Without the pictures, output the lines of the material from the very first through the one that holds "Please list the".

Material provided
------

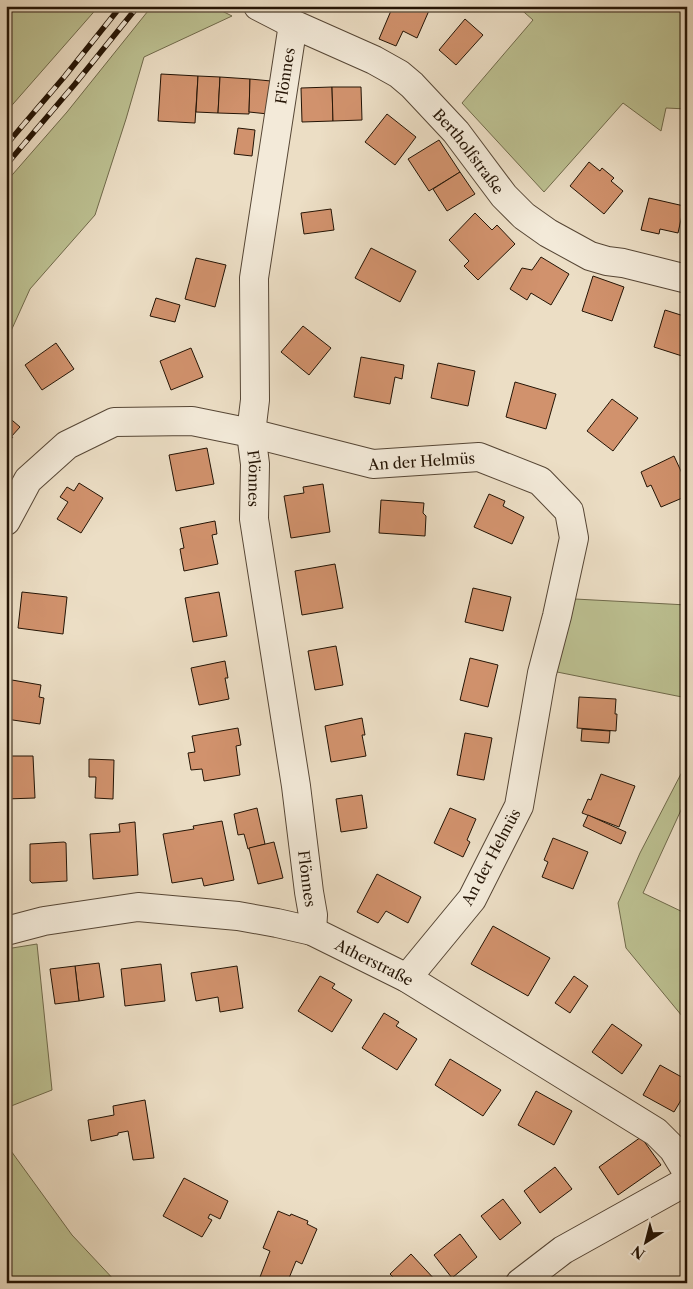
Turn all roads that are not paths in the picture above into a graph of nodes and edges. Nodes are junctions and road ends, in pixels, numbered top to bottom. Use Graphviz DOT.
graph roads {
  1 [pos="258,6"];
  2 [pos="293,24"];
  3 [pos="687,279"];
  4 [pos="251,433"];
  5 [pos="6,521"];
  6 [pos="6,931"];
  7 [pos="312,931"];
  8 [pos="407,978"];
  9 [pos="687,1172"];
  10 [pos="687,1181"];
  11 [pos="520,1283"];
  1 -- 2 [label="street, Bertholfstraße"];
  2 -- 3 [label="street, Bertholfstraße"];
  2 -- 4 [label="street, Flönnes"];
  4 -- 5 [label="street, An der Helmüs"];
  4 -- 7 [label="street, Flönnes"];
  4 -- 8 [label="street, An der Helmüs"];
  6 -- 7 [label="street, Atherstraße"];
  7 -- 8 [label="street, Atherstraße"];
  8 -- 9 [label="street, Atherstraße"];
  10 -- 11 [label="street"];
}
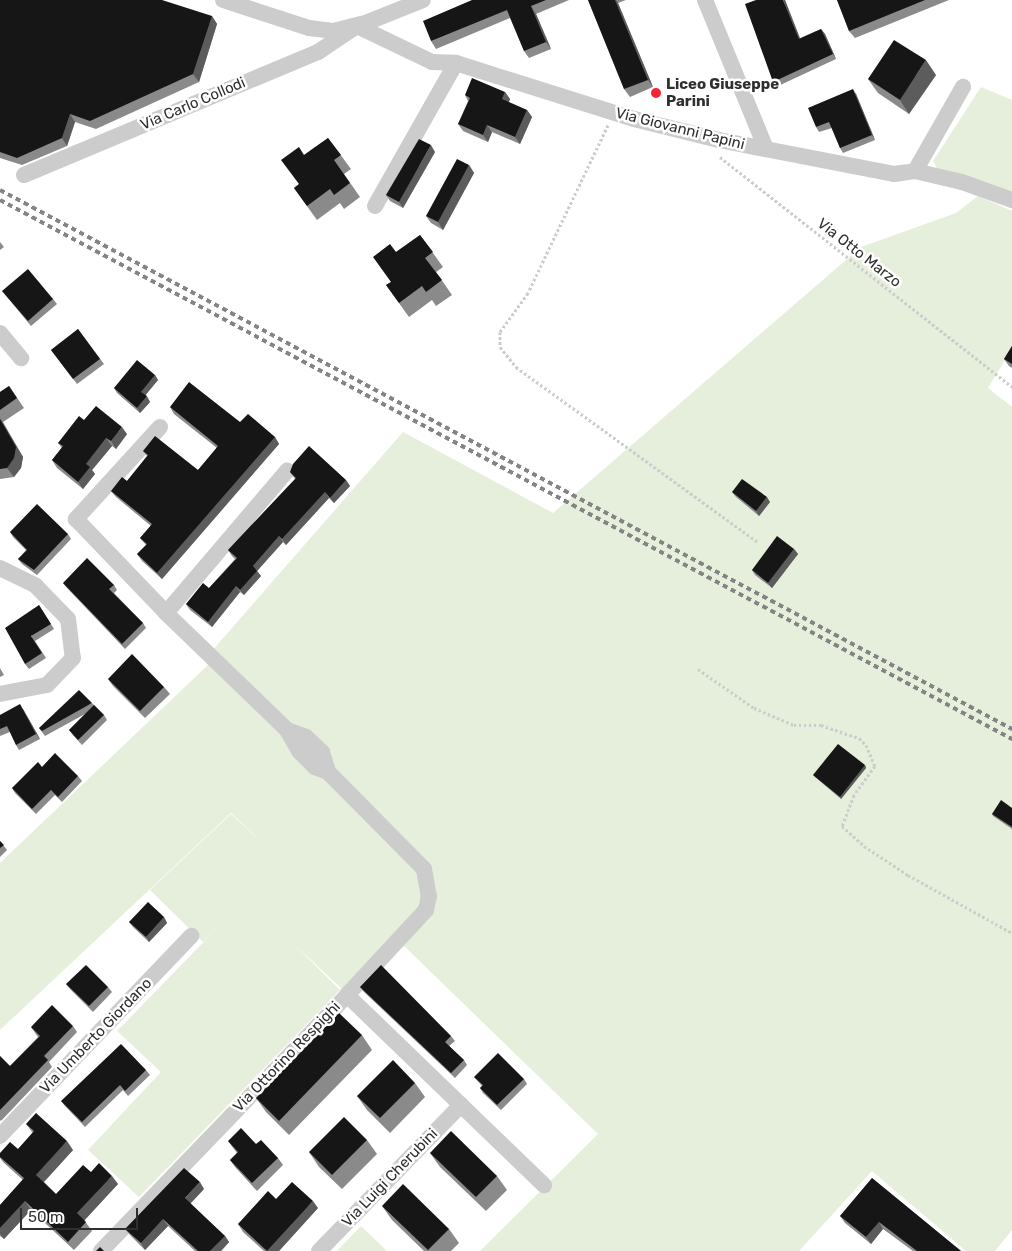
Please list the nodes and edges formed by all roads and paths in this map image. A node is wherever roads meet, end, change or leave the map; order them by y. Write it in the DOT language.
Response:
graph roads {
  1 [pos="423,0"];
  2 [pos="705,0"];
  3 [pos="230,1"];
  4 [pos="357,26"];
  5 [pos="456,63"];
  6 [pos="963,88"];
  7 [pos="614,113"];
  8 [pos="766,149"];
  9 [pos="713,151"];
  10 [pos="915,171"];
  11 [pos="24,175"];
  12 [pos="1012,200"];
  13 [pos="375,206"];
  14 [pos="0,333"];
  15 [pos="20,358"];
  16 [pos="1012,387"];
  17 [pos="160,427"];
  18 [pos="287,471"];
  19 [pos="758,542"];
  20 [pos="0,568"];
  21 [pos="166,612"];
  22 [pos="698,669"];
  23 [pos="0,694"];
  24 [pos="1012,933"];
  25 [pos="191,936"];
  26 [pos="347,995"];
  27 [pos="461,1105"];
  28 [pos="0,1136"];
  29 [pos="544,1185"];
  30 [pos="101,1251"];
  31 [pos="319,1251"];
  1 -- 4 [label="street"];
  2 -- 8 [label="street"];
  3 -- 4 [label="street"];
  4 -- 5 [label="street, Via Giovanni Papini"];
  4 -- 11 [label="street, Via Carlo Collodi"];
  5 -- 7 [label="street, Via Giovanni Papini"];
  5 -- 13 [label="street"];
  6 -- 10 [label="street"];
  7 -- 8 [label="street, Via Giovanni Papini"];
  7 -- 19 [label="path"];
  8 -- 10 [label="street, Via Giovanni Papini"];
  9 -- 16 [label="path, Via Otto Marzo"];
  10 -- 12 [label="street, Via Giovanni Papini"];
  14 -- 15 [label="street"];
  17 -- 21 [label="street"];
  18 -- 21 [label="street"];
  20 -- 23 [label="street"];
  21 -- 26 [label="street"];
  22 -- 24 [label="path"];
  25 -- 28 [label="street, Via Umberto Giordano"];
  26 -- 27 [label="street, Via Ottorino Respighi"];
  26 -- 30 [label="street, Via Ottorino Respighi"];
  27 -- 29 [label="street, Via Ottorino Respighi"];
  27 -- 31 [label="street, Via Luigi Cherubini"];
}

------

Exercise response
Turn all roads that are not paths in the picture above into a graph of nodes and edges. Nodes are junctions and road ends, in pixels, numbered top to bottom. Use Graphviz DOT.
graph roads {
  1 [pos="258,6"];
  2 [pos="293,24"];
  3 [pos="687,279"];
  4 [pos="251,433"];
  5 [pos="6,521"];
  6 [pos="6,931"];
  7 [pos="312,931"];
  8 [pos="407,978"];
  9 [pos="687,1172"];
  10 [pos="687,1181"];
  11 [pos="520,1283"];
  1 -- 2 [label="street, Bertholfstraße"];
  2 -- 3 [label="street, Bertholfstraße"];
  2 -- 4 [label="street, Flönnes"];
  4 -- 5 [label="street, An der Helmüs"];
  4 -- 7 [label="street, Flönnes"];
  4 -- 8 [label="street, An der Helmüs"];
  6 -- 7 [label="street, Atherstraße"];
  7 -- 8 [label="street, Atherstraße"];
  8 -- 9 [label="street, Atherstraße"];
  10 -- 11 [label="street"];
}
Please list the nodes and edges formed by all roads and paths in this map image. A node is wherever roads meet, end, change or leave the map; order them by y. Write it in the DOT language.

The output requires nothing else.